La linea narrativa si snoda tra presente e passato: da una parte seguiamo con il fiato sospeso la fuga della ragazza a Berlino, che presto si trasformerà in un inseguimento sempre più angoscioso da parte del marito (Amit Rahav) e di suo cugino Moishe (Jeff Wilbusch) ; dall’altro scendiamo a fondo nel passato della ragazza, che porta sempre di più lo spettatore a comprendere le ragioni del suo rifiuto, non della mentalità tipica dei gruppi elitari, ma anche di quelle regole così costrittive da negare ogni minima espressione del sè, da quella sessuale a quella artistica.
L’interpretazione dei protagonisti è molto realistica, estremamente a contatto con l’elemento umano, esaltata ancora di più dalle numerose inquadrature dall’impatto immediato e che, in alcuni frangenti, sfiorano la poesia: dal primo momento della libertà in cui Esty si abbandona nelle acqua del lago togliendosi la parrucca, alle lacrime sporcate da un sorriso infelice, quando prima del matrimonio i suoi bellissimi capelli vengono rasati a zero. Il volto della protagonista è camaleontico, gli occhi immensi sanno mascherarsi della più cieca remissione di una bambina fino alla più ostinata risolutezza di una donna libera.

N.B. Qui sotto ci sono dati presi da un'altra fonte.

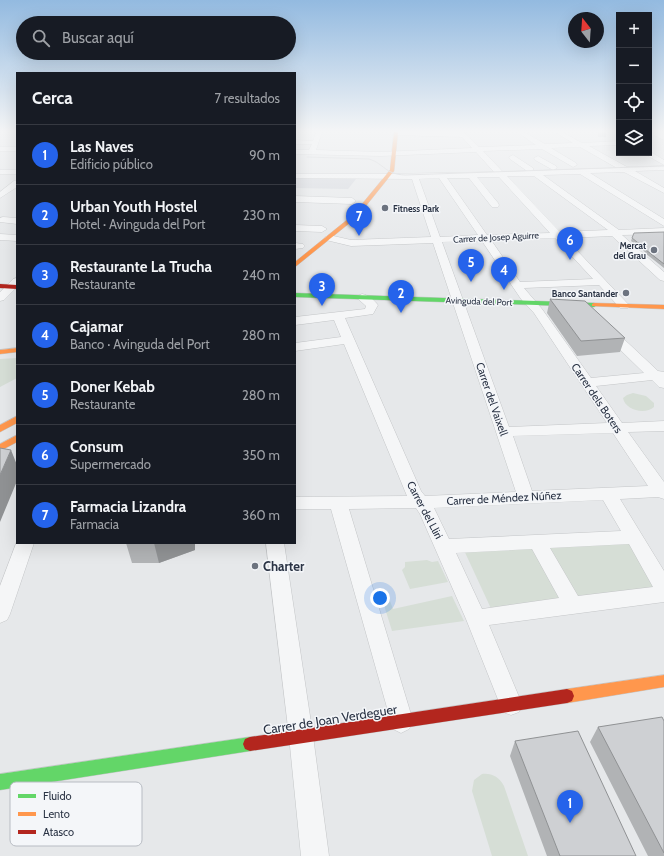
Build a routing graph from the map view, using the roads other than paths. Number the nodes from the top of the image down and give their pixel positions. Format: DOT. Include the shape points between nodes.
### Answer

Sono anche la sceneggiatura e il montaggio ad assumere il ruolo di colonne portanti nel mantenere alto il ritmo delle quattro puntate: gli elementi drammatici non risultano mai appesantiti, dal momento che introspezione e azione vengono bilanciati in un equilibrio perfetto. Il fiato resterà sospeso finché non sapremo l’esito della lotta per la sopravvivenza di questa giovane ragazza: se riuscirà a farsi degli amici nella nuova città, se riuscirà a sentirsi finalmente accolta, se incontrerà sua madre.
Unorthodox: chassidismo tra intento documentaristico e finzione
La regia di Maria Schrader, la fotografia (Wolfgang Thaler), le musiche di Antonio Gambale: tutto è rivolto all’attenzione del particolare. Per questo la serie Unorthodox risulta un lavoro raffinatissimo, che tende elegantemente a un tipo di intento documentaristico. Le ambientazioni portano a delle ricostruzioni elaboratissime: non s’incontrano morbidezze esemplificative per lusingare più di tanto il grande pubblico; emerge invece una ricerca di fedeltà al reale per veicolare il più accuratamente possibile la cultura, le regole sociali e le usanze di un gruppo religioso.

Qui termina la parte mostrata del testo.